Saudi Arabia’s Oil Policy: Implications for Global Markets and India
April 14, 2025

Why in the News?

Recently, eight OPEC+ countries unveiled plans to advance their planned phase-out of voluntary oil output cuts by ramping up output by 411,000 barrels per day in May-equivalent to three monthly increments.

What’s in Today’s Article?

  • Saudi Arabia’s Strategy (Background, Supply Cut, OPEC+, Impact on Oil Prices, India’s Position, etc.)

Background

  • Global oil markets are once again under the scanner as Saudi Arabia signals a shift in its production strategy.
  • With plans to gradually unwind its voluntary output cuts, the kingdom is positioning itself to influence global prices in the backdrop of an increasingly volatile geopolitical and economic environment.
  • These strategic moves are closely linked with OPEC+’s larger objectives and could have far-reaching consequences on countries heavily reliant on oil imports, particularly India.

Saudi Arabia’s Strategy: From Supply Cuts to Market Share Defense

  • In recent years, Saudi Arabia had taken the lead in voluntarily cutting oil production to stabilize plummeting prices during the COVID-19 pandemic and its aftermath.
  • However, with global demand rebounding and supply-side dynamics shifting, Riyadh is now looking to reverse some of those cuts.
  • According to reports, Saudi Arabia is contemplating the gradual phasing out of its voluntary production cuts starting in Q3 2024.
  • This move is seen as a calculated step to regain market share that it had ceded to non-OPEC producers like the United States and Russia.

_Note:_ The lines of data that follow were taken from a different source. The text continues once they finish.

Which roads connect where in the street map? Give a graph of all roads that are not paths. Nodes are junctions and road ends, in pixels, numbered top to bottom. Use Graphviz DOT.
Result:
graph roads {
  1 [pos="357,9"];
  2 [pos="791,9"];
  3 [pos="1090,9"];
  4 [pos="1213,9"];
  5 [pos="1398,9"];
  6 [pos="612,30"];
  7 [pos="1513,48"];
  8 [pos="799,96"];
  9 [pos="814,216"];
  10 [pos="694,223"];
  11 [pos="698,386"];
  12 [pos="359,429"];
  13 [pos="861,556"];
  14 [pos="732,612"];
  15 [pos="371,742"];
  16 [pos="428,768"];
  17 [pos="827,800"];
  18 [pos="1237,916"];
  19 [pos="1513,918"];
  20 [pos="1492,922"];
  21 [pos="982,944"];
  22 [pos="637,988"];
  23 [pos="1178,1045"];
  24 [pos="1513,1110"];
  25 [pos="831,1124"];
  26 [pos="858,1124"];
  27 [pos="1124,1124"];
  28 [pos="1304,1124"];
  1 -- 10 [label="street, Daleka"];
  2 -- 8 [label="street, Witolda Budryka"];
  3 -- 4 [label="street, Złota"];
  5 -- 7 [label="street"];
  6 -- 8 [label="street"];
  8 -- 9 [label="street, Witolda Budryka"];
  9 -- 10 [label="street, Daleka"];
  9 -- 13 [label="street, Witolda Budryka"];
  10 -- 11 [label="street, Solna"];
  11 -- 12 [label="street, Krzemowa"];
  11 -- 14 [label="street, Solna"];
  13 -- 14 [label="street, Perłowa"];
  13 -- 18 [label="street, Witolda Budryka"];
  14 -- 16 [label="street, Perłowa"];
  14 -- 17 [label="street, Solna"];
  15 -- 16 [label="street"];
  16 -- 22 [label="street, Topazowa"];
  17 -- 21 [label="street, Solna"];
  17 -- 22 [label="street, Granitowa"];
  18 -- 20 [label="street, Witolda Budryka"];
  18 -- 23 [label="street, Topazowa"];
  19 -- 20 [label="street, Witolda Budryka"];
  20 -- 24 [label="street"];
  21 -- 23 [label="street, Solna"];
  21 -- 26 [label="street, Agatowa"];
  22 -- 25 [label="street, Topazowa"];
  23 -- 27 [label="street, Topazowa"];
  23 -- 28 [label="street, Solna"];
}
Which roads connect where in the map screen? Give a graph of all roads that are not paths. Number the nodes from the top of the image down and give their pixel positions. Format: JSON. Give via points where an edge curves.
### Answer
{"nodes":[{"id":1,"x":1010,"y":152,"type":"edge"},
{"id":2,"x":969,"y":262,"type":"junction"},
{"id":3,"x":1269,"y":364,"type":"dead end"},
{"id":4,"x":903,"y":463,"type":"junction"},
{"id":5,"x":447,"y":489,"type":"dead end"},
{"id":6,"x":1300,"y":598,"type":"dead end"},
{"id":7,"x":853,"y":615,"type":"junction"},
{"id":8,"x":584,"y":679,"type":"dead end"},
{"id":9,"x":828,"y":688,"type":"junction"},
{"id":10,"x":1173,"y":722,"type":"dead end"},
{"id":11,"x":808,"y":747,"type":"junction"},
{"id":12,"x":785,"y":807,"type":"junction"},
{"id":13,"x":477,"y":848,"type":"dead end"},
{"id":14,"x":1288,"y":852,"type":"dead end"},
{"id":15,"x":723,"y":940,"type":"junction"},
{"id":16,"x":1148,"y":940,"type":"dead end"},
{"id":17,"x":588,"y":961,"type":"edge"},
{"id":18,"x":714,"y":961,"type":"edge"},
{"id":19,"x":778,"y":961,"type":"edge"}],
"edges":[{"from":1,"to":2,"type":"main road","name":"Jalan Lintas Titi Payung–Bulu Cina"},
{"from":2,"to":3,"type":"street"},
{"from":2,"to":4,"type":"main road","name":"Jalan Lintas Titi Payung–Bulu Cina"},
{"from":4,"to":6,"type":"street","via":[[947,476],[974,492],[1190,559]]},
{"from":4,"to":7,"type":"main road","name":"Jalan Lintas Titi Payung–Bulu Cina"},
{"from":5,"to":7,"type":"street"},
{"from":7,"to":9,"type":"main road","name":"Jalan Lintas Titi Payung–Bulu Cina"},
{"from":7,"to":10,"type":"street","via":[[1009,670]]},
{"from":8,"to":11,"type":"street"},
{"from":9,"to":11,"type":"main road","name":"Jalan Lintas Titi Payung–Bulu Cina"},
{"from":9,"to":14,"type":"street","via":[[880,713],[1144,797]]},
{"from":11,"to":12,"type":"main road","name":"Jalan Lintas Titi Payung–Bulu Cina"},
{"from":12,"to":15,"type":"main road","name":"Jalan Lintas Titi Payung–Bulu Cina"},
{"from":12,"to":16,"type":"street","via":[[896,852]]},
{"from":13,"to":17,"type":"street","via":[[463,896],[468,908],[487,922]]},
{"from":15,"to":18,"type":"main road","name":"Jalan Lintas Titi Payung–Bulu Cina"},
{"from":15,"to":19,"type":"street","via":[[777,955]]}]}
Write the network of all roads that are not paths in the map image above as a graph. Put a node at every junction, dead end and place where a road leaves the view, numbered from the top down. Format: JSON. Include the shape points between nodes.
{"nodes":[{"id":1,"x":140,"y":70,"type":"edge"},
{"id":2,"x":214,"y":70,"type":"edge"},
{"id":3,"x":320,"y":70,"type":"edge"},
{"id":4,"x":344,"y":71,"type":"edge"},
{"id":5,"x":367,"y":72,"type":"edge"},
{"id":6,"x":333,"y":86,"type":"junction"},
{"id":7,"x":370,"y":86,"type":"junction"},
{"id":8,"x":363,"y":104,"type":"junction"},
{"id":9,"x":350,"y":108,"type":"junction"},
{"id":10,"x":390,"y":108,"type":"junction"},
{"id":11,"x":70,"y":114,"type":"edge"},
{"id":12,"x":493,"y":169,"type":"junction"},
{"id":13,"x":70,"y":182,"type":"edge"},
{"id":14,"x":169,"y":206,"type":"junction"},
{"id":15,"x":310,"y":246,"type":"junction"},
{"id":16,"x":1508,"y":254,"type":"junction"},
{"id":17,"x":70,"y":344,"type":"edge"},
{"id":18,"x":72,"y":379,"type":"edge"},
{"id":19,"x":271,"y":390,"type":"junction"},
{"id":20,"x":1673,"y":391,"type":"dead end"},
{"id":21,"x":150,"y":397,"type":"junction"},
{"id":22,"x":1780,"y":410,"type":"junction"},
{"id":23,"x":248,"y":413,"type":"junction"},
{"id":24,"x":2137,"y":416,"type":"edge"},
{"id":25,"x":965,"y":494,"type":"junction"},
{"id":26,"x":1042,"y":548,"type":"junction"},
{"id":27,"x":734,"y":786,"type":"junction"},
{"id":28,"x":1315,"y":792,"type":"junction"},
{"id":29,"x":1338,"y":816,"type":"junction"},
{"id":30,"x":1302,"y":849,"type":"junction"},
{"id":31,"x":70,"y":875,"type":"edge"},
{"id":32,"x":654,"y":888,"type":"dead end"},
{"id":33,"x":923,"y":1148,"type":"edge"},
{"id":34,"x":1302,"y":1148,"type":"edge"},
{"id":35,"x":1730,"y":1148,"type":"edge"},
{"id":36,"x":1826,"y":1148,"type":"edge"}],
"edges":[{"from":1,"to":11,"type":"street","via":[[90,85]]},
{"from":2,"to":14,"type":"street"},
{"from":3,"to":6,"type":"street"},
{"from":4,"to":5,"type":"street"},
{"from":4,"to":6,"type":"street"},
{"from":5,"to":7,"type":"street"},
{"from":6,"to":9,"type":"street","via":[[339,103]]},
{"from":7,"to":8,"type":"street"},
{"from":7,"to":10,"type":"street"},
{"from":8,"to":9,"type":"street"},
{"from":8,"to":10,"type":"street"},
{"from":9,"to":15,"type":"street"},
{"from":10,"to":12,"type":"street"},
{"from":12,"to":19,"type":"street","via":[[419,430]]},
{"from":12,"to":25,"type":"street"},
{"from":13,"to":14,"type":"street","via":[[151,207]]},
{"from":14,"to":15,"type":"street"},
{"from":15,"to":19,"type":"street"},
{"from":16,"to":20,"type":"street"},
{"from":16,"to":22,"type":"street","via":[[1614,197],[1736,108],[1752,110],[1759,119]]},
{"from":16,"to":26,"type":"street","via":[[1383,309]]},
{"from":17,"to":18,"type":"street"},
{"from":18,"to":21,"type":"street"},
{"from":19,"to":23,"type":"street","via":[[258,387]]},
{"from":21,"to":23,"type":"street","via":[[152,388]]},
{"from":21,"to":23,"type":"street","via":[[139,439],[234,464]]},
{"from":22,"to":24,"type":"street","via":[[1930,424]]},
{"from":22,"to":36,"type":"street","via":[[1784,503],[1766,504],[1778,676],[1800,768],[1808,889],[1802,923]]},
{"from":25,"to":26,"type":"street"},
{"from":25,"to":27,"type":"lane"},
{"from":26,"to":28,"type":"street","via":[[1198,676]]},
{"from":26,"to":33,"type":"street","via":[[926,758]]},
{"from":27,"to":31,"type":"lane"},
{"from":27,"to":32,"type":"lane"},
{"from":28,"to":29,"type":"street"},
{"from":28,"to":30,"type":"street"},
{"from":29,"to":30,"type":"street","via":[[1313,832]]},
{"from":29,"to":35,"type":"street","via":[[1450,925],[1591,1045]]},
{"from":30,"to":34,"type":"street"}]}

OPEC+ Coordination and Global Impacts

  • Saudi Arabia’s decisions do not exist in isolation.
  • As a leading member of the Organization of the Petroleum Exporting Countries and its allies (OPEC+), its production strategies are coordinated efforts aimed at avoiding a price crash.
  • However, the strategy also carries the risk of being countered by competitive responses from other oil producers.
  • There is growing speculation that if oil prices rise too sharply, it could trigger a new wave of supply from the US shale sector and other producers, thereby nullifying Saudi Arabia’s attempts to maintain price discipline.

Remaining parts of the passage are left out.